• On a recent trip to Ireland, I had the distinct impression that the anti-church movement is gathering momentum as the clerical abuse affair rumbles on. This cannot be in anybody's interest.
The cry for justice is not a cry for vengeance or retribution but the cry of those who long to heal the pain of the unforgettable crime of sexual abuse. The most urgent need is for healing.
The law courts are not a fitting place for righting the wrong experienced by the victims of abuse. Lawyers, understandably, tend to reduce the issues between offenders and victims to ones that are legally relevant. Though a victim may be legally vindicated, the hurt remains unhealed.
In the Christian tradition, there has been a strong emphasis on the judgment of God as an experience of healing and not the experience of the sentence of a court of law.
The secular equivalent of justice as healing lies in the notion of restorative justice. This was at the heart of South Africa's Truth and Reconciliation Commission.

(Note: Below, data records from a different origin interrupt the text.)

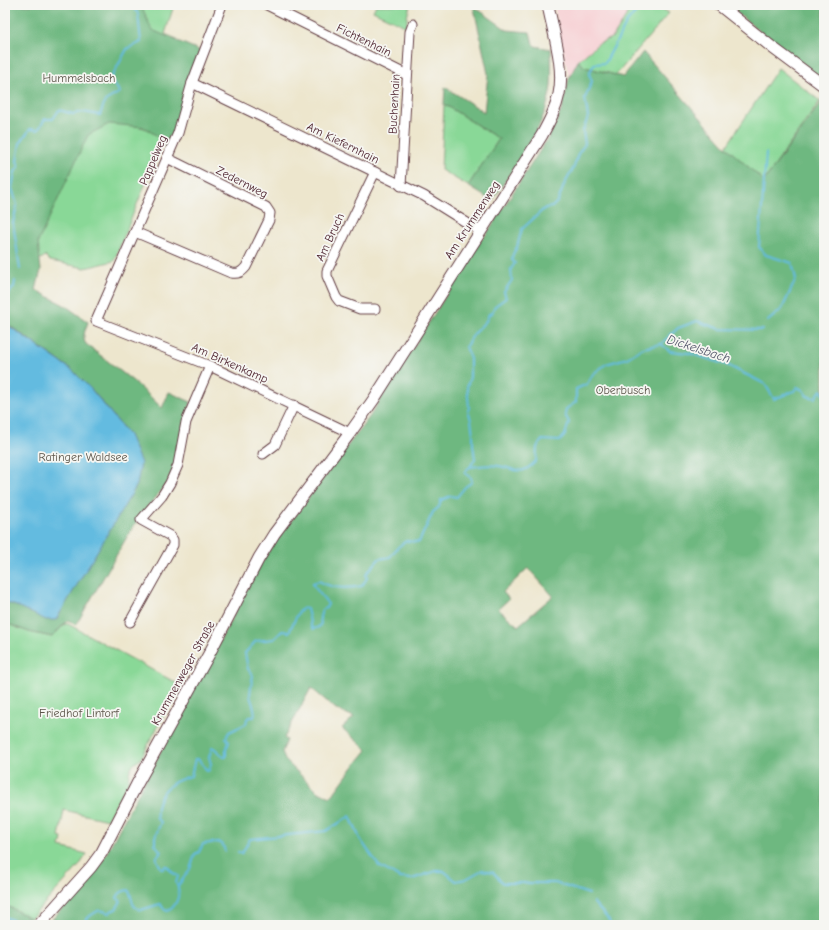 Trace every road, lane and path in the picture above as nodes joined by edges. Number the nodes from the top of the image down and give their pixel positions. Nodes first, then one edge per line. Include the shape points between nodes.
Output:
1 (222, 5) edge
2 (267, 5) edge
3 (548, 5) edge
4 (719, 5) edge
5 (413, 24) dead end
6 (407, 75) junction
7 (192, 83) junction
8 (824, 86) edge
9 (167, 158) junction
10 (375, 172) junction
11 (401, 186) junction
12 (480, 231) junction
13 (135, 232) junction
14 (375, 309) dead end
15 (96, 321) joint
16 (210, 366) junction
17 (294, 405) junction
18 (350, 433) junction
19 (263, 454) dead end
20 (130, 622) dead end
21 (38, 925) edge

1 - 7 street, Pappelweg
2 - 6 street, Fichtenhain
3 - 12 main road, Am Krummenweg via 559,64 559,94 542,135
4 - 8 main road
5 - 6 street, Buchenhain via 410,32
6 - 11 street, Buchenhain
7 - 9 street, Pappelweg via 178,133
7 - 10 street, Am Kiefernhain
9 - 13 street, Pappelweg
9 - 13 street, Zedernweg via 266,208 270,213 269,220 246,267 236,274
10 - 11 street, Am Kiefernhain
10 - 14 street, Am Bruch via 327,276 339,301 360,309
11 - 12 street, Am Kiefernhain via 424,196
12 - 18 main road, Am Krummenweg
13 - 15 street, Pappelweg
15 - 16 street, Am Birkenkamp
16 - 17 street, Am Birkenkamp
16 - 20 street via 186,422 178,465 170,483 141,520 170,536 173,545
17 - 18 street, Am Birkenkamp
17 - 19 street via 275,445
18 - 21 main road, Krummenweger Straße via 259,558 102,852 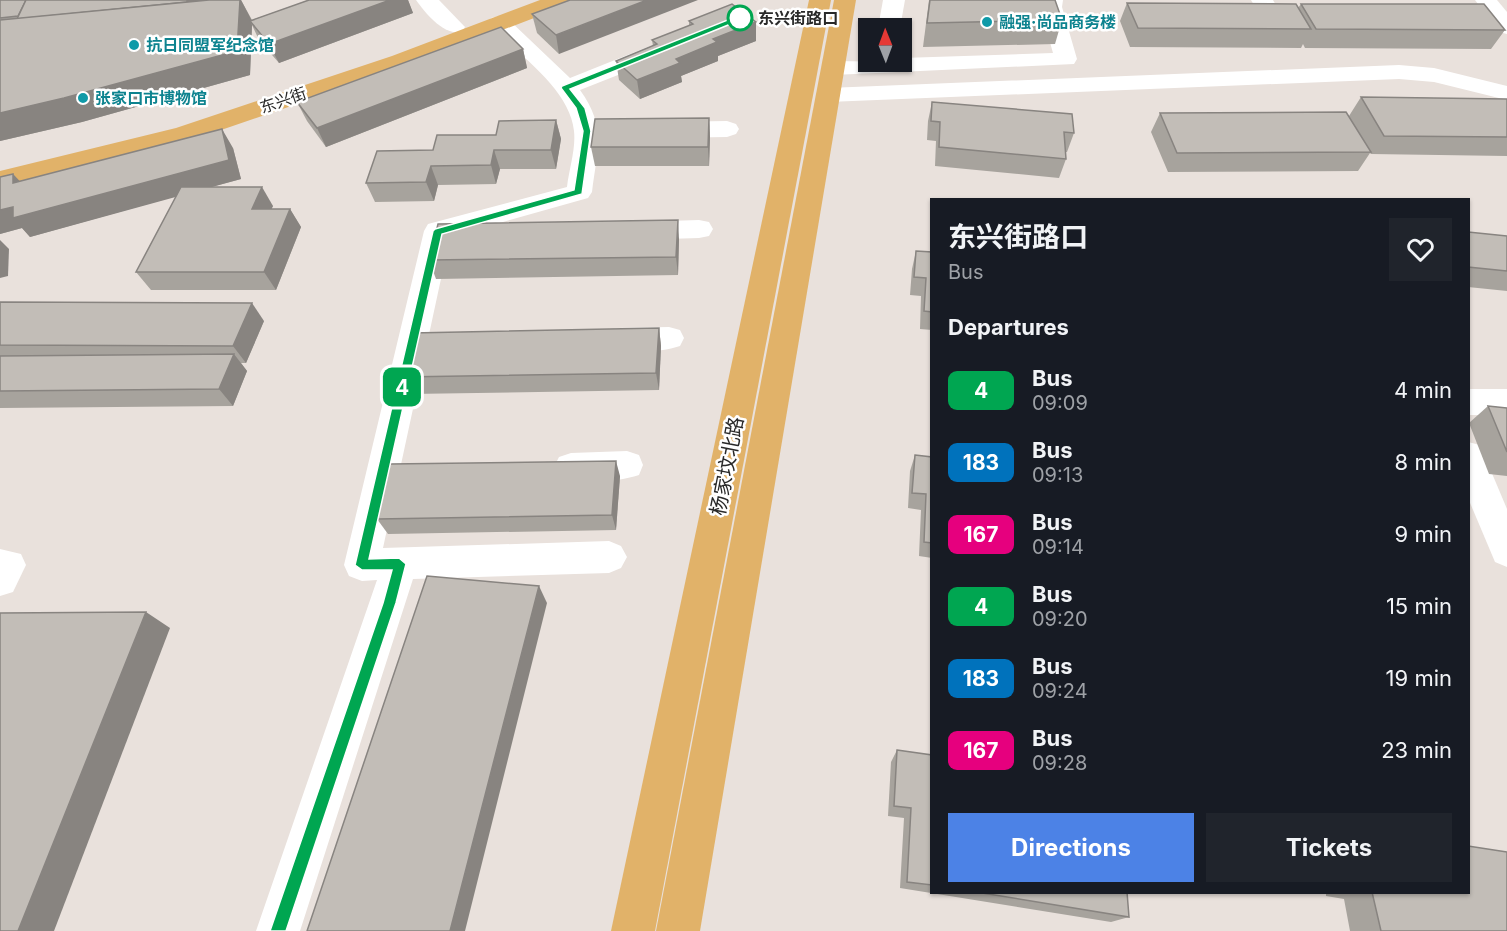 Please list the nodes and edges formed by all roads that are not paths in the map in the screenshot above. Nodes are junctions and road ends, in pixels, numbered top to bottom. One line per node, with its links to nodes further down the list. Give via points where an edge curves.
1 (427, 0): 14 (street)
2 (525, 0): 14 (main road, 东兴街)
3 (560, 0): 12 (main road, 东兴街)
4 (820, 0): 44 (main road, 杨家坟北路)
5 (845, 0): 18 (main road, 杨家坟北路)
6 (894, 0): 11 (street)
7 (1052, 0): 16 (street, via 1066,59)
8 (1486, 0): 13 (street)
9 (1260, 9): 10 (street)
10 (1294, 14)
11 (891, 18)
12 (499, 24): 14 (main road, 东兴街); 19 (street)
13 (1507, 27)
14 (459, 32): 23 (main road, 东兴街, via 169,125); 24 (main road, 东兴街, via 389,64 183,134)
15 (675, 44): 19 (street)
16 (912, 63)
17 (859, 72): 18 (street)
18 (831, 82): 20 (street, via 1399,72 1434,75); 45 (main road, 杨家坟北路)
19 (565, 88): 28 (street, via 580,108 585,125 579,192 438,231)
20 (1507, 93)
21 (727, 129): 22 (street)
22 (645, 130)
23 (0, 165)
24 (0, 180)
25 (699, 229): 26 (street)
26 (616, 232)
27 (520, 234): 28 (street)
28 (437, 237): 37 (street, via 424,343)
29 (669, 338): 30 (street)
30 (587, 339)
31 (1470, 402): 32 (street)
32 (1507, 402)
33 (1470, 460): 38 (street)
34 (627, 465): 35 (street)
35 (545, 467)
36 (418, 471): 37 (street)
37 (383, 472): 40 (street, via 362,565)
38 (1507, 550)
39 (609, 557): 40 (street)
40 (399, 564): 43 (street)
41 (0, 565): 42 (street, via 8,565)
42 (0, 580)
43 (278, 931)
44 (633, 931)
45 (678, 931)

This approach emphasises the needs of the victim, but also embraces the needs of the perpetrator and the needs of the wider community.
In Ireland, there has been an appalling injustice in the way the complaints of clerical abuse victims were handled by the bishops.

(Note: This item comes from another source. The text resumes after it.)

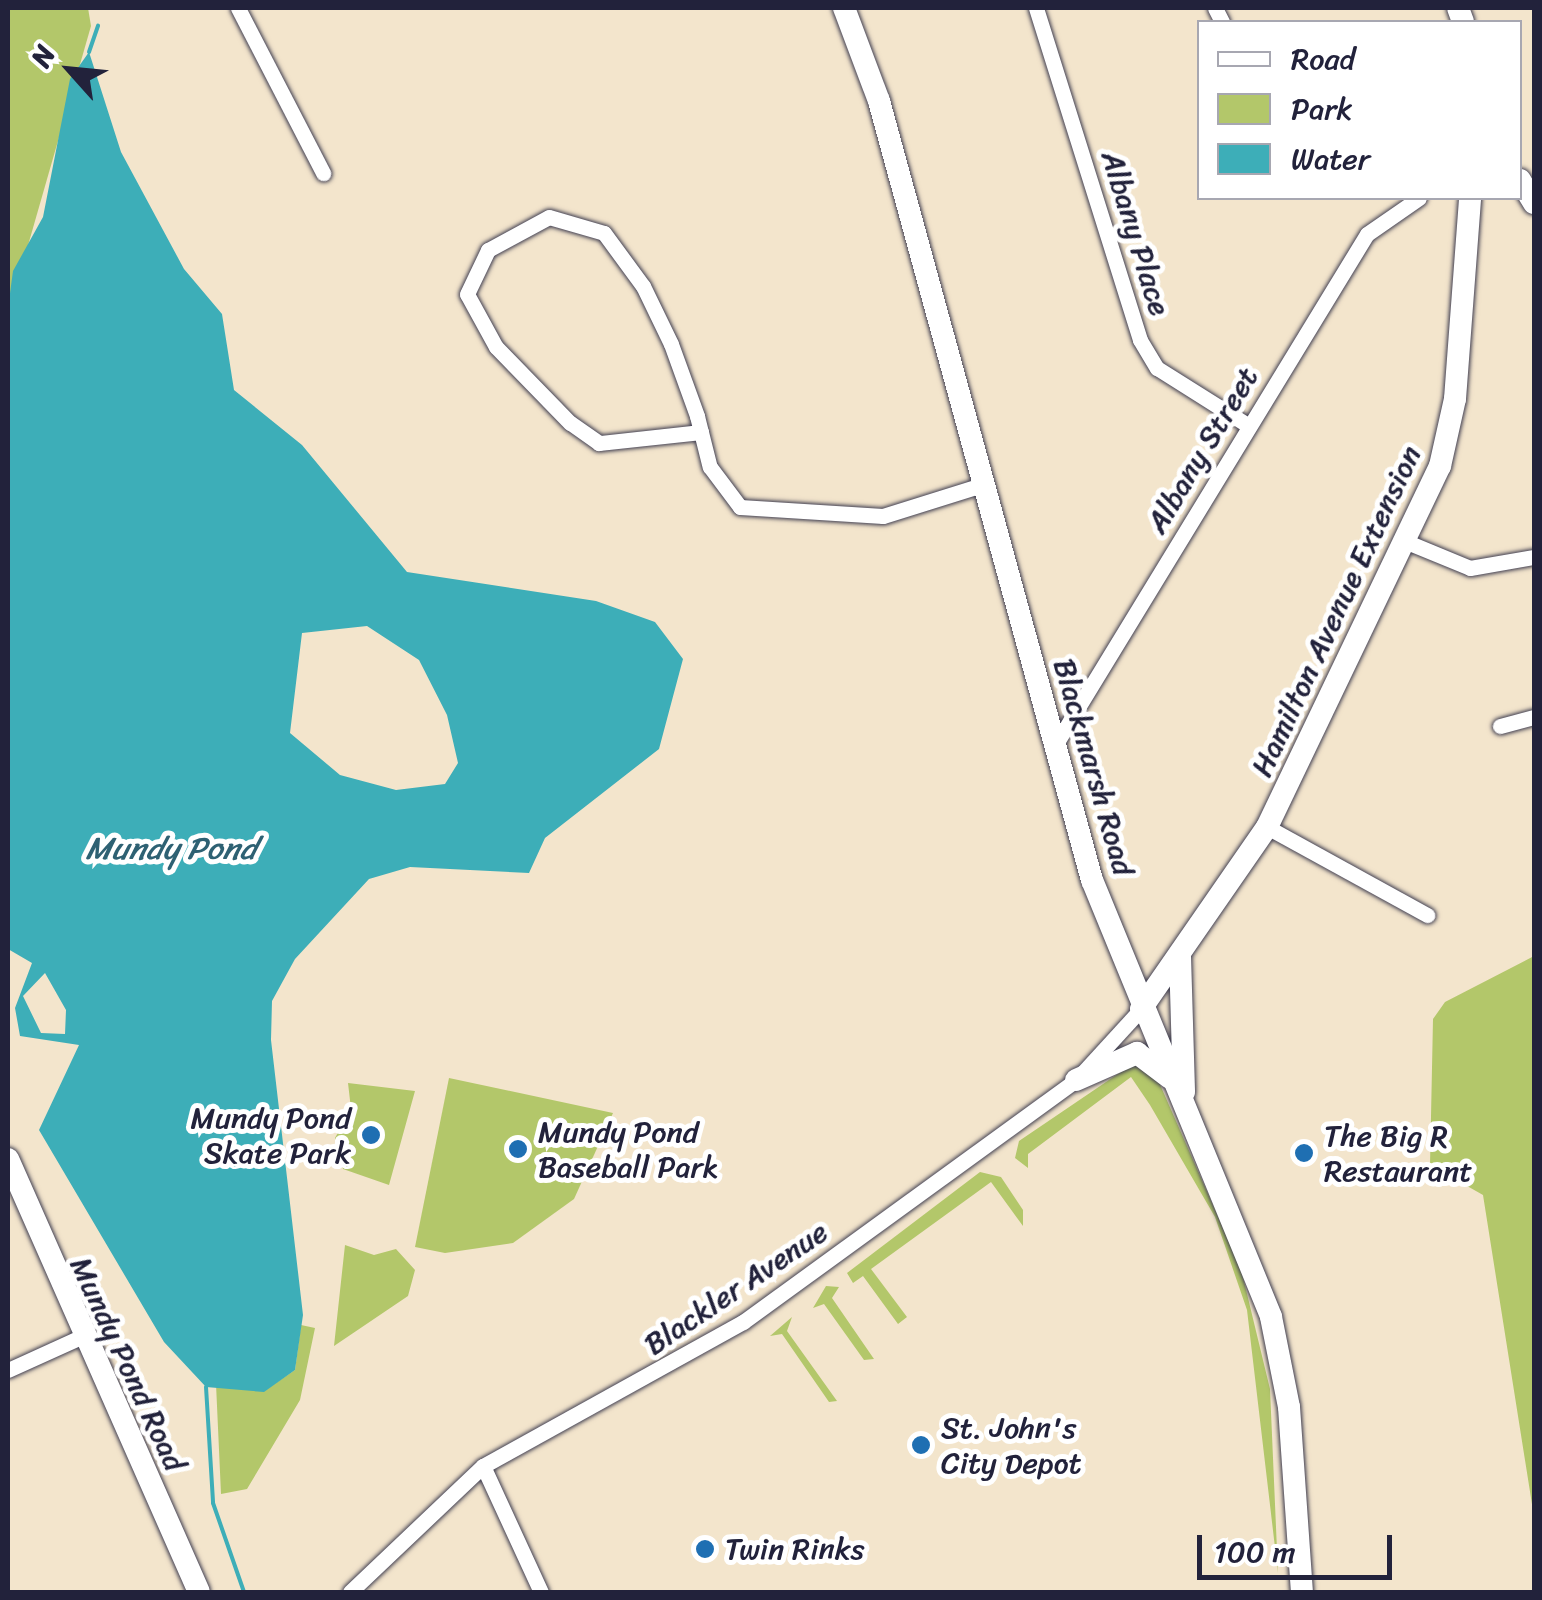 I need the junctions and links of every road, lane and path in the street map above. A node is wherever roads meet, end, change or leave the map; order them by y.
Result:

However, there is now an additional injustice perpetrated on the thousands of totally innocent and dedicated priests and religious who are in fear of appearing in a public place in clerical dress because of the verbal abuse that they have regularly experienced.
The victims' justified anger and desperation can only be ended when all the parties involved engage in a process similar to that conducted in South Africa through the inspiration of Archbishop Desmond Tutu, who saw justice as "being concerned not so much to punish as to redress or restore a balance that has been knocked askew".
I continue to nurture the forlorn hope that the concept of justice as healing and not as retribution will take root in Irish hearts and minds.